I view you with a feeling of horror."
The exasperating influences of her language, her looks, and her tones
would, as I venture to think, have got to the end of another man's
self-control before this. Anyway, she had at last irritated me into
speaking as strongly as I felt. What I said had been so plainly
(perhaps so rudely) expressed, that misinterpretation of it seemed to be
impossible. She mistook me, nevertheless. The most merciless disclosure
of the dreary side of human destiny is surely to be found in the failure
of words, spoken or written, so to answer their purpose that we can
trust them, in our attempts to communicate with each other. Even when
he seems to be connected, by the nearest and dearest relations, with his
fellow-mortals, what a solitary creature, tried by the test of sympathy,
the human being really is in the teeming world that he inhabits!

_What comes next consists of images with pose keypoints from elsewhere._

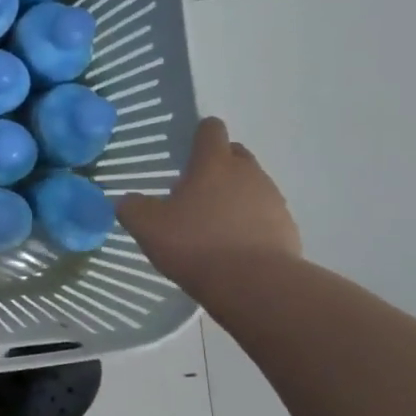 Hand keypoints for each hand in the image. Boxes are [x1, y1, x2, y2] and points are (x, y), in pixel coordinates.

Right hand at [116, 117, 300, 295]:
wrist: (254, 285)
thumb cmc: (196, 244)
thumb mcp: (147, 227)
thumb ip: (132, 208)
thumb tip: (128, 201)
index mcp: (214, 164)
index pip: (211, 130)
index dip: (200, 134)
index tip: (188, 147)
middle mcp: (248, 173)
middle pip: (235, 155)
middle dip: (217, 165)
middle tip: (194, 189)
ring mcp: (272, 200)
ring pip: (251, 185)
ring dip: (234, 195)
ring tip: (213, 223)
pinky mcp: (287, 228)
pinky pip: (264, 215)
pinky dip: (250, 222)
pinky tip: (233, 246)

Affording one more example of the impotence of human language to speak
for itself, my misinterpreted words had found their way to the one
sensitive place in Helena Gracedieu's impenetrable nature. She betrayed
it in the quivering and flushing of her hard face, and in the appeal to
the looking-glass which escaped her eyes the next moment. My hasty reply
had roused the idea of a covert insult addressed to her handsome face.
In other words, I had wounded her vanity. Driven by resentment, out came
the secret distrust of me which had been lurking in that cold heart,
from the moment when we first met.
"I inspire you with horror, and Eunice inspires you with compassion,"
she said. "That, Mr. Governor, is not natural."
"May I ask why?"
"You know why."
"No."
"You will have it?"
"I want an explanation, Miss Helena, if that is what you mean."
"Take your explanation, then! You are not the stranger you are said
to be to my sister and to me. Your interest in Eunice is a personal
interest of some kind. I don't pretend to guess what it is. As for
myself, it is plain that somebody else has been setting you against me,
before Miss Jillgall got possession of your private ear."
In alluding to Eunice, she had blundered, strangely enough, on something
like the truth. But when she spoke of herself, the headlong malignity
of her suspicions--making every allowance for the anger that had hurried
her into them--seemed to call for some little protest against a false
assertion. I told her that she was completely mistaken.